Next time you are ordering oysters at a restaurant, ask the waiter where the shells will go; there’s a chance that they’ll end up on the shores of coastal Louisiana, thanks in part to Dorothy Jelagat Cheruiyot, senior professor of practice in the Department of Ecology and Evolutionary Biology at Tulane University.
Cheruiyot was awarded a Coastal Stewardship Award from The Coalition to Restore Coastal Louisiana for her work protecting and restoring Louisiana’s coast. Cheruiyot’s collaboration with the CRCL has led hundreds of students to participate in bagging and placing oyster shells along the coastline, creating a barrier to protect against the constant battering of waves that contribute to erosion.

Cheruiyot led an initiative to use these shell bags to protect the burial grounds of the Pointe-au-Chien Indian Tribe, who are still fighting for federal recognition.
“I’ve partnered with them [the Pointe-au-Chien] since 2018 when I arrived here, and so every semester, we coordinate together, and the partnership has grown a lot,” Cheruiyot said.
Across Pointe-au-Chien land, erosion leads to saltwater intrusion, causing freshwater vegetation to die off. This creates a chain reaction that affects much of the seafood that forms the basis of their diet. During a tour by one of the tribal members, the evidence of recent environmental damage was shocking.
“We saw dolphins in the bayou, meaning that … the water in the bayou is no longer fresh,” Cheruiyot said.

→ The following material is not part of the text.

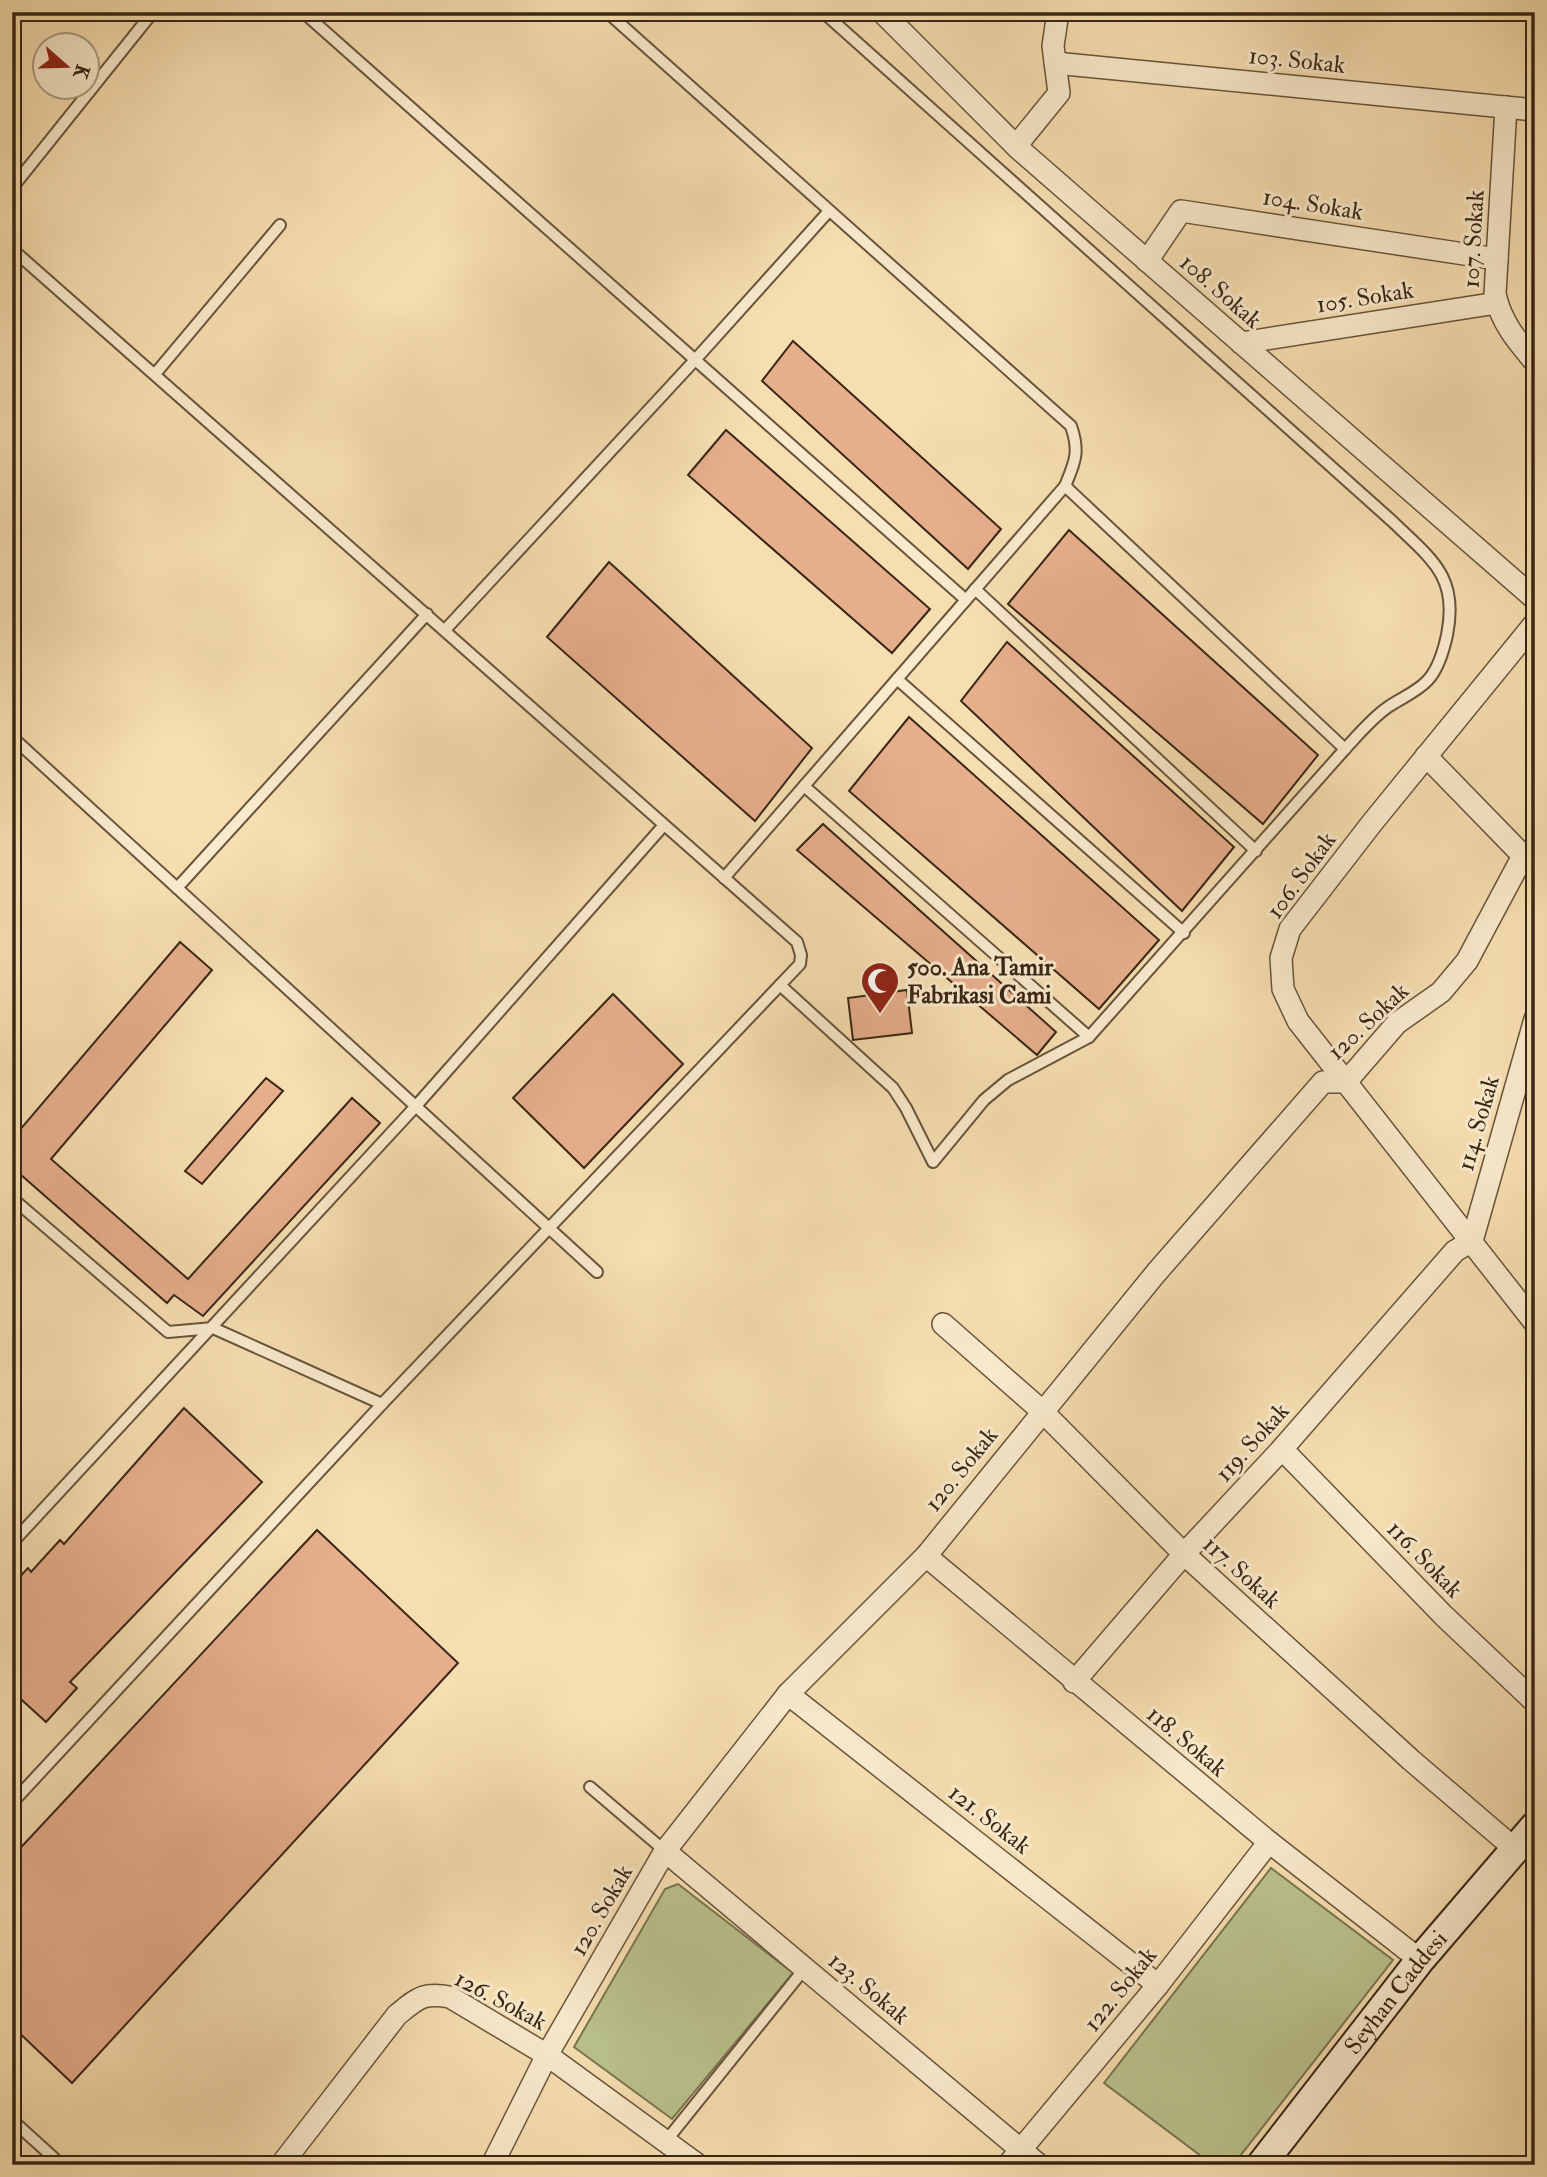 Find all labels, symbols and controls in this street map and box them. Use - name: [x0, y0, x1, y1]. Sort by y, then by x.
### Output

Dolphins live in saltwater, not freshwater bodies.
Further inland, the community garden in Pointe-au-Chien is maintained with the help of the students. It is one of many community gardens that Cheruiyot brings students to, ensuring that communities have access to the traditional foods in their diets.

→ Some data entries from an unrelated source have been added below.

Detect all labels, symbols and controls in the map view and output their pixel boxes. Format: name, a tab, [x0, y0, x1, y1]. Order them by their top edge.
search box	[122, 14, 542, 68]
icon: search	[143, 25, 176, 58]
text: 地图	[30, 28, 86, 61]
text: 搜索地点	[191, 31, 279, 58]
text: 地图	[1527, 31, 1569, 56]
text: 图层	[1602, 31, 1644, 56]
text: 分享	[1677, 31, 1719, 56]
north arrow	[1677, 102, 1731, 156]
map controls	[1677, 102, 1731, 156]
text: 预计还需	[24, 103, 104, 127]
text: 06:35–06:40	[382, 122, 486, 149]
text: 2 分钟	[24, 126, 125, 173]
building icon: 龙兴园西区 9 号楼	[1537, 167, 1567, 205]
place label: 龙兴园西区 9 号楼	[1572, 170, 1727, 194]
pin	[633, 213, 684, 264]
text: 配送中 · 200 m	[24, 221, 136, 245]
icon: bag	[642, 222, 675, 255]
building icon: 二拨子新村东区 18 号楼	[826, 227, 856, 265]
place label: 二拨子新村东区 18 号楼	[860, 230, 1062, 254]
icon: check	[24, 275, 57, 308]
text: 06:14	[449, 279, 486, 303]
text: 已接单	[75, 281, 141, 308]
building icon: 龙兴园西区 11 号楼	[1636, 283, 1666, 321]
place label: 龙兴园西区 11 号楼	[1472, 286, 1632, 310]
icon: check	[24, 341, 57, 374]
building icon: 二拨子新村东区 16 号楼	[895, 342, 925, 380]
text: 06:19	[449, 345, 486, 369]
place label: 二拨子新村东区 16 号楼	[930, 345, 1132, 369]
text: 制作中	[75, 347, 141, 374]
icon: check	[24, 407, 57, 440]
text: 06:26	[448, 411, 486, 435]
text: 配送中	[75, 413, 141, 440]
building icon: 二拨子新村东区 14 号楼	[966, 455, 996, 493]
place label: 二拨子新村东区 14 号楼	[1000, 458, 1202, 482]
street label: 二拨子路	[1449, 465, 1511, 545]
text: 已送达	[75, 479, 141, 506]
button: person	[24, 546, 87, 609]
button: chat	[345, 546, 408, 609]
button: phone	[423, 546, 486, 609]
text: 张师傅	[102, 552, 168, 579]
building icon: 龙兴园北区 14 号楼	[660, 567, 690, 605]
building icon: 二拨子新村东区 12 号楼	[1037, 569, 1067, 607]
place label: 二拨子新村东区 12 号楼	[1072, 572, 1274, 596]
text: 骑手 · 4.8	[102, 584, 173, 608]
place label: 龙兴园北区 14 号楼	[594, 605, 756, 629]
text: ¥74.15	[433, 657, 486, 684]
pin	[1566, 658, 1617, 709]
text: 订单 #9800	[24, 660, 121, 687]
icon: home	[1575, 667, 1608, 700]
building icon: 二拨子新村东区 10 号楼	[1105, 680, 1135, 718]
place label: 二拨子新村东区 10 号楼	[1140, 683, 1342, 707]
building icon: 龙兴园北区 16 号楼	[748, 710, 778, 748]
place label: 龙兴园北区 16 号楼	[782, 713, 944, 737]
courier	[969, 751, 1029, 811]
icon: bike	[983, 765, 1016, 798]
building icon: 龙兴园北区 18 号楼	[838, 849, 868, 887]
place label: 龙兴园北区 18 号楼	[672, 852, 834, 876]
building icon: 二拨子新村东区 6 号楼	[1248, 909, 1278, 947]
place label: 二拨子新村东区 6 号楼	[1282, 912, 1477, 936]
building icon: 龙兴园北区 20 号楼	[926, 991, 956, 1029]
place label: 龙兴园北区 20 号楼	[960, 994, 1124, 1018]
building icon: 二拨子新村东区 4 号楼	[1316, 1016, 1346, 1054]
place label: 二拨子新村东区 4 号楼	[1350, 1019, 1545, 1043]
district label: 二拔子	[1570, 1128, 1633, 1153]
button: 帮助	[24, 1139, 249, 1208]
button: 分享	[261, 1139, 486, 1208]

In other gardens, students collaborate with organizations such as the Mardi Gras Indian Council. Students first meet with local communities to learn about their preferred diets, then plant those crops in the community gardens for the neighborhood. Cheruiyot said the average harvest from a garden is about 15 to 20 grocery-store-sized paper bags of food.

During harvests, community members can visit the garden and pick out the produce that they want to take home, giving them what Cheruiyot called food sovereignty. Providing a community food distribution service has filled a need within the community, especially one that lowers the carbon footprint and sustainably provides produce.
Rain gardens are another highlight of Cheruiyot’s initiatives. The professor brings students to volunteer at several rain gardens that channel water to bioswales — planted depressions that hold runoff — to avoid flooding during heavy rains.
Despite the manual labor, students said they found the volunteering opportunities enlightening and rewarding. Cheruiyot’s “passion and dedication for conservation and sustainability extends outside of the classroom and throughout her community. She cares deeply and makes her students feel seen in a way that creates a lasting impact on the way we see the world,” senior Marina Chander, who has taken three classes with Cheruiyot, said.
For Cheruiyot, the community relationships are at the heart of her work. Many volunteers, she said, even participate without earning any credit hours.
“It’s different from volunteerism, because volunteerism, you go and you do something … but community engagement, you build friendships, you build relationships and … there’s just such a reward that it’s hard to put in something tangible,” Cheruiyot said.